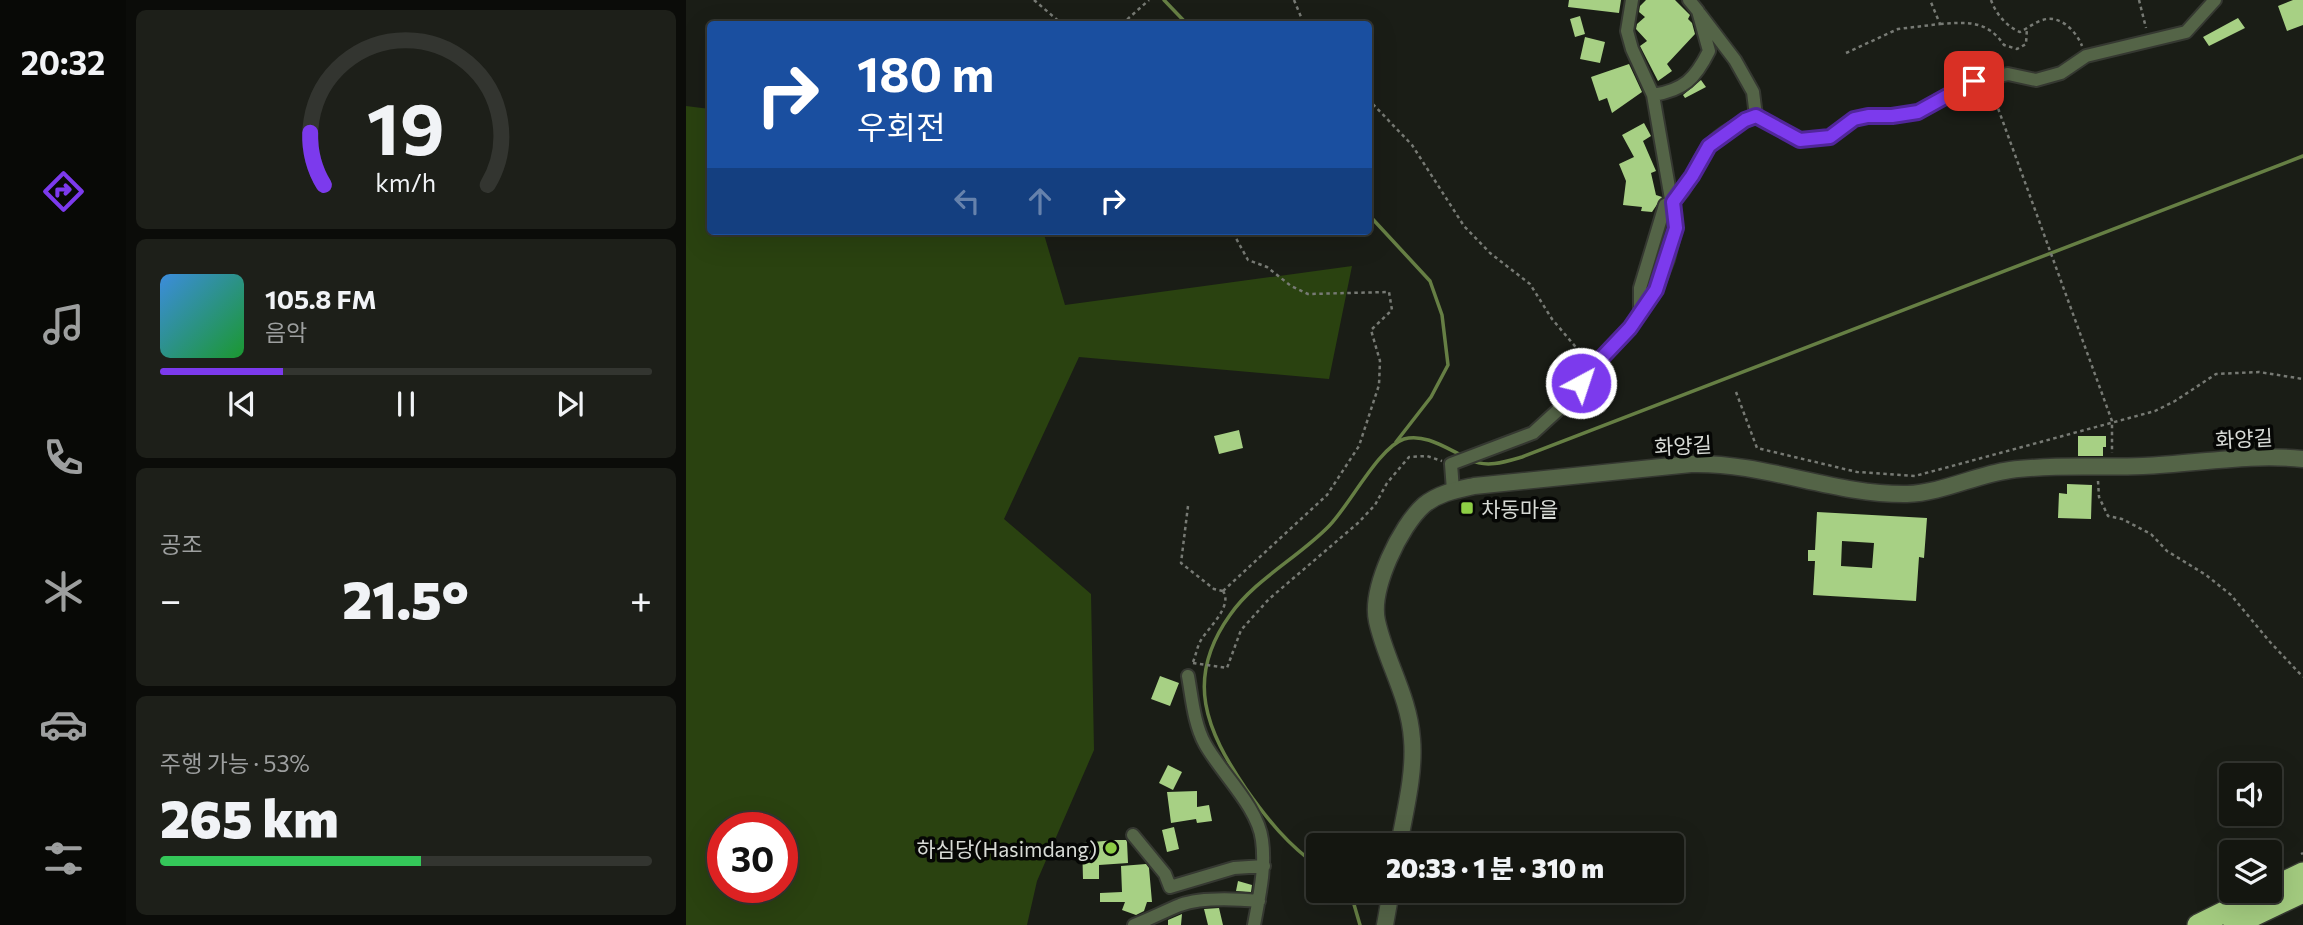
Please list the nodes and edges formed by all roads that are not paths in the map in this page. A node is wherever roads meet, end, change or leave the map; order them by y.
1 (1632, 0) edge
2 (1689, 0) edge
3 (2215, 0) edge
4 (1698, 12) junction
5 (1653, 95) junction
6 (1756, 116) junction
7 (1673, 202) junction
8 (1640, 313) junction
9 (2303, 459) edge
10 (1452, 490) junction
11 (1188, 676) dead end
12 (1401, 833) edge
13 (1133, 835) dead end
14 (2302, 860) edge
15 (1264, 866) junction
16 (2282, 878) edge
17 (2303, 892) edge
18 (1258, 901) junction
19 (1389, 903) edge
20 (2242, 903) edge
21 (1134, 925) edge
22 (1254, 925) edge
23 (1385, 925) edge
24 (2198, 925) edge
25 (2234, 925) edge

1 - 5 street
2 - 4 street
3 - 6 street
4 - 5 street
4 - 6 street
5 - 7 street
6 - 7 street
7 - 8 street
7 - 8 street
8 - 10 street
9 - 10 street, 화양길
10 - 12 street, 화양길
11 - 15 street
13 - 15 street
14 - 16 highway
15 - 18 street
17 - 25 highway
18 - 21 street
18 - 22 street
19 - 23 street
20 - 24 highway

###

* [PROBLEM TO SOLVE]
What is needed is an exact copy of the data, without any pictures.

* [TASK ANSWER]
Please list the nodes and edges formed by all roads that are not paths in the map in this page. A node is wherever roads meet, end, change or leave the map; order them by y.
1 (1632, 0) edge
2 (1689, 0) edge
3 (2215, 0) edge
4 (1698, 12) junction
5 (1653, 95) junction
6 (1756, 116) junction
7 (1673, 202) junction
8 (1640, 313) junction
9 (2303, 459) edge
10 (1452, 490) junction
11 (1188, 676) dead end
12 (1401, 833) edge
13 (1133, 835) dead end
14 (2302, 860) edge
15 (1264, 866) junction
16 (2282, 878) edge
17 (2303, 892) edge
18 (1258, 901) junction
19 (1389, 903) edge
20 (2242, 903) edge
21 (1134, 925) edge
22 (1254, 925) edge
23 (1385, 925) edge
24 (2198, 925) edge
25 (2234, 925) edge

1 - 5 street
2 - 4 street
3 - 6 street
4 - 5 street
4 - 6 street
5 - 7 street
6 - 7 street
7 - 8 street
7 - 8 street
8 - 10 street
9 - 10 street, 화양길
10 - 12 street, 화양길
11 - 15 street
13 - 15 street
14 - 16 highway
15 - 18 street
17 - 25 highway
18 - 21 street
18 - 22 street
19 - 23 street
20 - 24 highway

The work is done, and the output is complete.